▶ WHAT YOU SHOULD DO
In the material below, the lines containing the word "Tarn" are required; copy each of them.

---

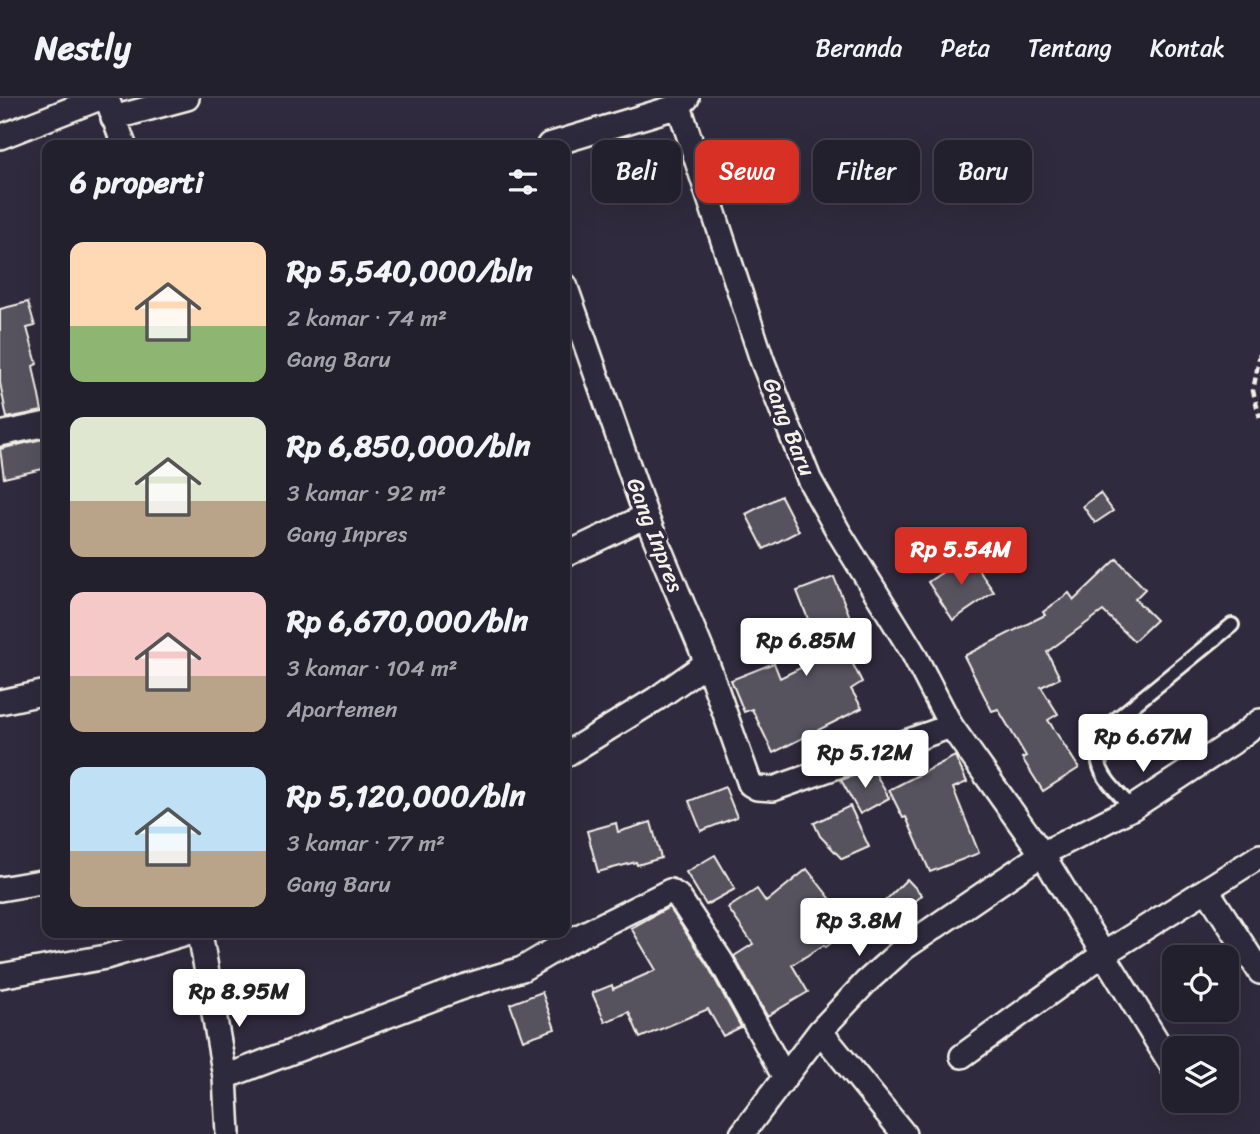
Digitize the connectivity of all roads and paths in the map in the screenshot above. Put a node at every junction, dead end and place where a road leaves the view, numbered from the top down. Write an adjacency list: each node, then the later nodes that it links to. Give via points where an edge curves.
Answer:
1 (100, 98): 4 (street, via 109,104); 5 (street)
2 (187, 98): 4 (street)
3 (683, 102): 7 (street); 20 (street, Gang Baru, via 762,360 809,479 912,651)
4 (114, 118): 6 (street)
5 (0, 136)
6 (122, 140)
7 (565, 140)
8 (570, 299): 13 (street, Gang Inpres)
9 (1260, 354): 10 (path, via 1253,391)
10 (1260, 418)
11 (42, 425): 12 (street)
12 (0, 434)
13 (646, 516): 14 (street); 16 (street, Gang Inpres)
14 (570, 553)
15 (1233, 625): 22 (lane, via 1102,730 1096,749 1101,774)
16 (707, 663): 20 (street, Gang Inpres, via 750,784 757,788 773,789); 21 (street)
17 (42, 693): 18 (street)
18 (0, 702)
19 (1260, 721): 22 (street)
20 (951, 726): 23 (street, Gang Baru)
21 (570, 752)
22 (1132, 808): 23 (street)
23 (1042, 854): 30 (street, Gang Baru); 33 (street, via 904,948)
24 (1260, 856): 27 (street)
25 (42, 882): 26 (street)
26 (0, 889)
27 (1207, 890): 30 (street); 31 (street)
28 (169, 938): 32 (street, via 106,957)
29 (202, 938): 36 (street)
30 (1105, 953): 34 (street, Gang Baru); 35 (street)
31 (1260, 972)
32 (0, 976)
33 (820, 1031): 37 (street); 40 (street)
34 (1162, 1049)
35 (962, 1056)
36 (225, 1077): 37 (street, via 522,969 670,891 721,961); 38 (street)
37 (785, 1077): 39 (street)
38 (228, 1134)
39 (742, 1134)
40 (904, 1134)

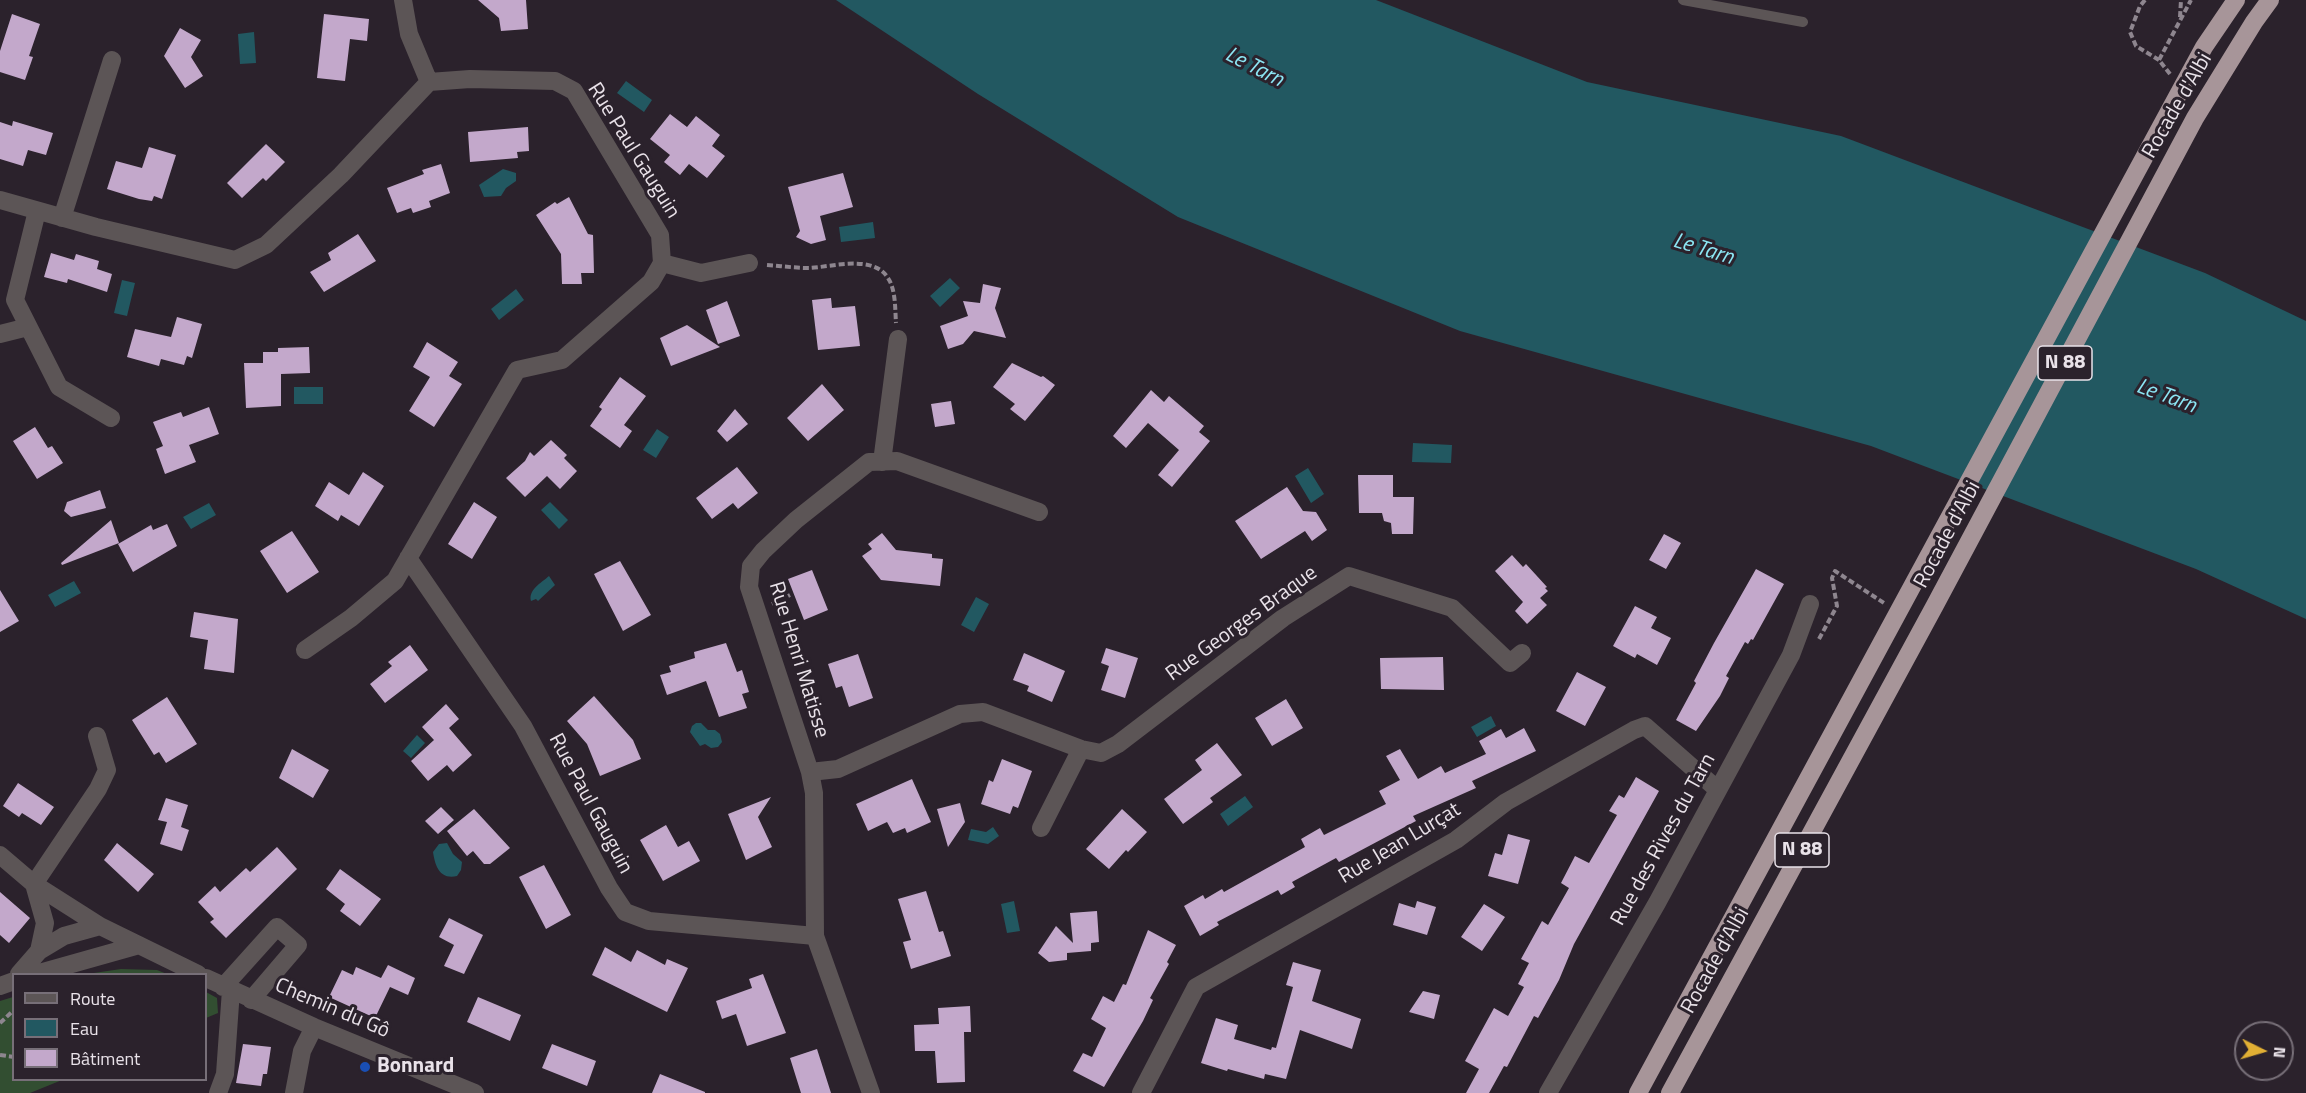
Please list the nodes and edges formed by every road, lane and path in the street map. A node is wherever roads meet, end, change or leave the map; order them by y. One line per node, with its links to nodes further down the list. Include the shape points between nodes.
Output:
1 (403, 0): 15 (street, via 409,34)
2 (1683, 0): 10 (lane)
3 (2145, 0): 13 (path, via 2130,32 2136,46)
4 (2181, 0): 9 (path)
5 (2191, 0): 9 (path)
6 (2228, 0): 11 (highway)
7 (2236, 0): 11 (highway, Rocade d'Albi / N 88)
8 (2270, 0): 60 (highway, Rocade d'Albi / N 88, via 2195,118)
9 (2180, 21): 13 (path)
10 (1803, 22)
11 (2204, 47): 59 (highway, Rocade d'Albi / N 88)
12 (112, 60): 18 (street)
13 (2159, 60): 14 (path)
14 (2173, 78)
15 (429, 82): 18 (street, via 341,176 266,245 235,260); 19 (street, Rue Paul Gauguin, via 555,81 574,91 660,235)
16 (0, 200): 17 (street)
17 (37, 211): 18 (street); 21 (street, via 15,300)
18 (62, 218)
19 (663, 263): 20 (street, via 701,273); 27 (street, via 651,282 562,360 518,370)
20 (749, 263): 23 (path, via 807,268 878,267 893,290)
21 (28, 327): 22 (street); 24 (street, via 59,387)
22 (0, 334)
23 (898, 339): 25 (street)
24 (111, 418)
25 (882, 462): 26 (street, Rue Henri Matisse, via 897,461); 35 (street, Rue Henri Matisse, via 869,462 860,469 796,520 750,566 749,587)
26 (1039, 512)
27 (408, 558): 31 (street, via 395,582); 41 (street, Rue Paul Gauguin, via 524,726 609,888 626,912 649,921)
28 (790, 595): 30 (path)
29 (1810, 604): 36 (street, Rue des Rives du Tarn, via 1791,655)
30 (769, 606)
31 (305, 650)
32 (1522, 652): 34 (street, Rue Georges Braque, via 1510,663 1452,608 1349,576 1283,618 1118,744 1101,753)
33 (97, 736): 39 (street, via 107,770)
34 (1081, 749): 35 (street, Rue Georges Braque, via 971,711 838,769); 37 (street)
35 (810, 772): 41 (street, Rue Henri Matisse, via 814,793)
36 (1718, 790): 57 (street, Rue Jean Lurçat, via 1645,726 1634,730 1506,802 1456,840 1196,987); 58 (street, Rue des Rives du Tarn)
37 (1041, 828)
38 (0, 855): 39 (street)
39 (34, 884): 40 (street); 43 (street, via 45,923)
40 (100, 926): 42 (street); 43 (street, via 64,936)
41 (815, 936): 56 (street, Rue Henri Matisse)
42 (138, 945): 45 (street); 46 (street)
43 (39, 951): 44 (street)
44 (19, 973)
45 (43, 973)
46 (194, 973)
47 (207, 979): 48 (street, Chemin du Gô)
48 (227, 989): 49 (street, Chemin du Gô); 49 (street, via 277,927 298,945); 53 (street, via 225,1074)
49 (251, 1000): 52 (street, Chemin du Gô)
50 (12, 1012): 51 (path)
51 (0, 1023)
52 (314, 1028): 54 (street, via 302,1051); 55 (street, Chemin du Gô)
53 (218, 1093)
54 (294, 1093)
55 (476, 1093)
56 (872, 1093)
57 (1141, 1093)
58 (1548, 1093)
59 (1638, 1093)
60 (1670, 1093)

---

▶ SOLUTION TO THIS EXERCISE
29 (1810, 604): 36 (street, Rue des Rives du Tarn, via 1791,655)
36 (1718, 790): 57 (street, Rue Jean Lurçat, via 1645,726 1634,730 1506,802 1456,840 1196,987); 58 (street, Rue des Rives du Tarn)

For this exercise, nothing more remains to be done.